Peter Heerschop attended the Libelle Zomerweek and he liked it very much.
I went to the Libelle Summer Week. I was invited as a columnist and was to be interviewed there. I felt like it. Then I could see the people who might be reading my pieces. To be safe, I hadn’t told my wife where I was going.
I said I was going to help friends cut down a tree.
On my way there it turned out that I had been mistaken about the magnificence of the Libelle Zomerweek. I ended up in a huge traffic jam on the only access road. And it wasn’t a few tents. It was a huge festival site, a complete village.
But the most striking thing struck me immediately as I walked from the parking lot to the entrance. Streams of people, yes, but almost all women. A lot of women. Thousands of women.
Here and there a man, but you also saw him looking around with a look of ‘they are indeed very many and I don’t understand that I had to come along.’ On the site itself, it soon became clear to me that in the end I had little to contribute.

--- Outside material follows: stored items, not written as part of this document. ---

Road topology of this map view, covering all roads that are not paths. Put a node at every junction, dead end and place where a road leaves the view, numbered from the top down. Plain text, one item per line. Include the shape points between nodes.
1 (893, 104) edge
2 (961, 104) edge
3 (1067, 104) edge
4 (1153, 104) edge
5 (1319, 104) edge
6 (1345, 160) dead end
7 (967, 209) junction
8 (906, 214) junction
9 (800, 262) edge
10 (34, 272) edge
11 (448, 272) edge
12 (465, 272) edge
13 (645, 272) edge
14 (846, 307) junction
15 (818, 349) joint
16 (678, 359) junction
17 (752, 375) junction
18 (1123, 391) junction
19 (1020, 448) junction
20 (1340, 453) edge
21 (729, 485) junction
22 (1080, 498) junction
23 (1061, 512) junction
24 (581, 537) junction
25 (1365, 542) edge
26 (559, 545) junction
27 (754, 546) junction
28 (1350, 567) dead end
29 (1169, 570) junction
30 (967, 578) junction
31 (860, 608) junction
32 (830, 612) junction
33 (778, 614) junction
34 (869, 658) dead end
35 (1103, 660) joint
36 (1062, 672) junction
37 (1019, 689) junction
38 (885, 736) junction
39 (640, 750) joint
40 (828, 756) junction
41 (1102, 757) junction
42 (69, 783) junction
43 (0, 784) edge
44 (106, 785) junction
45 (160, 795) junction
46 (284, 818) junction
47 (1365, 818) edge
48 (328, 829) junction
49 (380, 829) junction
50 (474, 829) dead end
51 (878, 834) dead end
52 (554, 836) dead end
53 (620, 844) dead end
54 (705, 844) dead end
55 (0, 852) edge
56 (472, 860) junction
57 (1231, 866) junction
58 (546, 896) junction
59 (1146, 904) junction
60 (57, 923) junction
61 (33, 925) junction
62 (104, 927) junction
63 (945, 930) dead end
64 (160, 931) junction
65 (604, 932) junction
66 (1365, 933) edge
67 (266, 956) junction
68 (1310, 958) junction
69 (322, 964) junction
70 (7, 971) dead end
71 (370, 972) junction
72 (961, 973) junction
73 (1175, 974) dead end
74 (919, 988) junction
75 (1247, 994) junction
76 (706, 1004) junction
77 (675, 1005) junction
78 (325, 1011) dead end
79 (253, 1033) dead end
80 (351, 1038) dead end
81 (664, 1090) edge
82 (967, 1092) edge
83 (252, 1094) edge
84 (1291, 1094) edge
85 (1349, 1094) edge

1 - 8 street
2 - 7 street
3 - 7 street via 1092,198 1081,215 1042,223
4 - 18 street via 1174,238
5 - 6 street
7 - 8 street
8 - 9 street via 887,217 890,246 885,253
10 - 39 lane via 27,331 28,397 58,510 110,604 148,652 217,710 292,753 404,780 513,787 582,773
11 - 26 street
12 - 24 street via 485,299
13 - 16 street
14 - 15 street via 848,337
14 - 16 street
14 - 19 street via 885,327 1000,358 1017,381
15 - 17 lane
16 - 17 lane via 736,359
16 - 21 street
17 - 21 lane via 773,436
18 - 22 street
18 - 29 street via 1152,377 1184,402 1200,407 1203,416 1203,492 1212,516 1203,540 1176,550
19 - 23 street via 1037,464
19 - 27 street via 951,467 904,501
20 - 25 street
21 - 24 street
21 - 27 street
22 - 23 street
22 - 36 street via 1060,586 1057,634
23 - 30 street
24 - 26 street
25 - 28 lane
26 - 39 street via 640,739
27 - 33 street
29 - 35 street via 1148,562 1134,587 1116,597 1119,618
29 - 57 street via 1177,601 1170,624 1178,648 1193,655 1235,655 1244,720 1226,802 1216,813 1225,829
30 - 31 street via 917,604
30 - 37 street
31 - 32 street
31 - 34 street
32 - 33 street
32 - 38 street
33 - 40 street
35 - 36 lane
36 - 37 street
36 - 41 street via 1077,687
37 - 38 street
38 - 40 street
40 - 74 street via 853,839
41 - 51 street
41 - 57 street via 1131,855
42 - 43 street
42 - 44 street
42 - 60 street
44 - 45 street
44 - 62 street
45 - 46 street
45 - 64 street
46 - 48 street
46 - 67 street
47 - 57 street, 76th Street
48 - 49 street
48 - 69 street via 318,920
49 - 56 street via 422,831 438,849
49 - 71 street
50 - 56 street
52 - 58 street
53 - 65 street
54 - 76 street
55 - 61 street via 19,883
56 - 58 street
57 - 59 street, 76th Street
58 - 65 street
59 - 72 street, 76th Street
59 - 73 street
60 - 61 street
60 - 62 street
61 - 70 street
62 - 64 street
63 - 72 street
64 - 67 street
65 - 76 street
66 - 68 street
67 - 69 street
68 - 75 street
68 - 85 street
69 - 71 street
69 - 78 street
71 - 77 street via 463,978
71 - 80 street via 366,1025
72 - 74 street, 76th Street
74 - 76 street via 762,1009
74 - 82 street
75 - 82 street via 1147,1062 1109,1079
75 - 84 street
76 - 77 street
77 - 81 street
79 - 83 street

So this is the feeling you have as a woman when you enter a cafe with only men, who slap each other on the shoulders and shout just a little too loud what they all think of women and what they can do with it. This mainly indicates that they do not have to arrive at home with such talk.
There were many different women there at the Libelle Summer Week. Really, a lot of different women, but it felt like a very close group to me. All aware of a number of secret agreements that you as a man could not come to. It was a huge ‘covenant of women’.
Surprisingly, they were all very cheerful. And very very kind to me. Laughing sweetly, greeting very kindly, yet it seemed as if they were nodding at the same time – invisible to me – at each other.
“We’ve seen him, he’s harmless, leave him alone.”
Sometimes one of the women wanted to take a picture with me. But then they would always say: “It’s for my husband.”
I certainly felt the message of that. Namely: don’t think that you are really one of us, you belong to another category, a category that will never fully understand us.
There was tremendous togetherness. A great sense of freedom and confidence. This was the place to be yourself together.
I just felt less and less myself. I was totally taken by the environment. I suddenly felt like getting my nails done, going for a cover photo with friends and signing up for a sustainable gardening course.
But especially to feel the same care towards each other.
Just to be part of it.
I saw the beauty of the peace of not having the other person’s nagging for a while. Not bothered by the judgmental sighing of someone like me.
It wasn’t until I saw that and I was asked, “Would you like a coffee and a strawberry cream pastry?”
I said, “I will.”
Laughing, they said, “Well, so do we, so if you could get it for us now.”
I didn’t dare refuse. As I walked away, I heard them confirm each other with: “I absolutely cannot get my own husband here. He is also terrified of us.”
When I got home, my wife said that several of her friends had seen me at the Libelle Zomerweek.
They had laughed at my face.
Then I was sure.
Men are losers after all.
Peter Heerschop (60) is an actor, comedian and writer. But since the first lockdown, Peter – to his own surprise – is also something else: a Dragonfly man! And that makes him a very suitable columnist for Libelle online.